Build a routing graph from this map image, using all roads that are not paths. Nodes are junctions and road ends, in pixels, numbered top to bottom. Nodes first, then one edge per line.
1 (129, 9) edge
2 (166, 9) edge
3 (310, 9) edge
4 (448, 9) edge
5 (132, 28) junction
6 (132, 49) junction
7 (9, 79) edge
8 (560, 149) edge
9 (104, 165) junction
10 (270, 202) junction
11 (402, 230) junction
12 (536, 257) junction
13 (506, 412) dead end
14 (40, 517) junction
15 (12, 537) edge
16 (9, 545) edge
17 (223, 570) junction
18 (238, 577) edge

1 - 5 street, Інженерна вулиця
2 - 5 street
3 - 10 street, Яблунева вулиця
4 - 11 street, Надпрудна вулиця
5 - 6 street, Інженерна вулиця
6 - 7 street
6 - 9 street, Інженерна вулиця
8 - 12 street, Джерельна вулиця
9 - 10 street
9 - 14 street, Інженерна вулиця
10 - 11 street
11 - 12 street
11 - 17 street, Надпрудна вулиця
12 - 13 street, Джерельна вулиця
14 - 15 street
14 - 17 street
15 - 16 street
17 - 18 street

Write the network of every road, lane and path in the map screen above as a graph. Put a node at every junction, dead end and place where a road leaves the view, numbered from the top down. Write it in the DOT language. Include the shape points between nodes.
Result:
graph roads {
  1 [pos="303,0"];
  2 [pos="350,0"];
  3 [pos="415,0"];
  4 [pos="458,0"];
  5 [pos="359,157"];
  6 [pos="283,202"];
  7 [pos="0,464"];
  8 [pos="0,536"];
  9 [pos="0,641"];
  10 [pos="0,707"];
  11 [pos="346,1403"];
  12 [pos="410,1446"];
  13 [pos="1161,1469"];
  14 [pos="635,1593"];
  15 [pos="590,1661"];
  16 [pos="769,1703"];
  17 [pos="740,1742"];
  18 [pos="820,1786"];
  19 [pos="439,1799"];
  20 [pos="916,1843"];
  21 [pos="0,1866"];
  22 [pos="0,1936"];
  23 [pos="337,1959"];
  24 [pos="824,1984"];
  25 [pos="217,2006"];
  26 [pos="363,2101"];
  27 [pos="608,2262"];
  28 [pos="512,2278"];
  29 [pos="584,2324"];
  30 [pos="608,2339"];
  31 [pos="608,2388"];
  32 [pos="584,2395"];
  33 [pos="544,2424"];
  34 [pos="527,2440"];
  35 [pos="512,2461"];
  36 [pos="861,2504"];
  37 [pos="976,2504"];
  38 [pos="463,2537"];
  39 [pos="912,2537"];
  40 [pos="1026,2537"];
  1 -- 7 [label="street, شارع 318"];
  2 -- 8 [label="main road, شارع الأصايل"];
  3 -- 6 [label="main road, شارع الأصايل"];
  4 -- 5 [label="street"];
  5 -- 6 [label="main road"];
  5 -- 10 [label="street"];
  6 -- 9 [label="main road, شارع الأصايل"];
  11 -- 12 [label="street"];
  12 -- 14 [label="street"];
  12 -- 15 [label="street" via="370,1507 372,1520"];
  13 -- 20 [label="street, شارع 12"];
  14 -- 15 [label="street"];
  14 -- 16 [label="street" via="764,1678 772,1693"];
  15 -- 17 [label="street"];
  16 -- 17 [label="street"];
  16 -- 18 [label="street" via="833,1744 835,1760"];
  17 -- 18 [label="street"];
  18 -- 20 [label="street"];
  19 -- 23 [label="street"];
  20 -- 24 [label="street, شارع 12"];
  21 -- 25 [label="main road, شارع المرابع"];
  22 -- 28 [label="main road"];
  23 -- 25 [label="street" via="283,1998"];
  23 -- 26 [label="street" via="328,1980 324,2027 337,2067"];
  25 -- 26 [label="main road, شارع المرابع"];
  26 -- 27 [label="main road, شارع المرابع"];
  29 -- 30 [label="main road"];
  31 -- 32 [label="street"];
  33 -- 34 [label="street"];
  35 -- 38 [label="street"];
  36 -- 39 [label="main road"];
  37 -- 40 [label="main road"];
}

| Work request |
Within the data above, how many lines include "المرابع"? The number alone is the answer.

| Solution |
3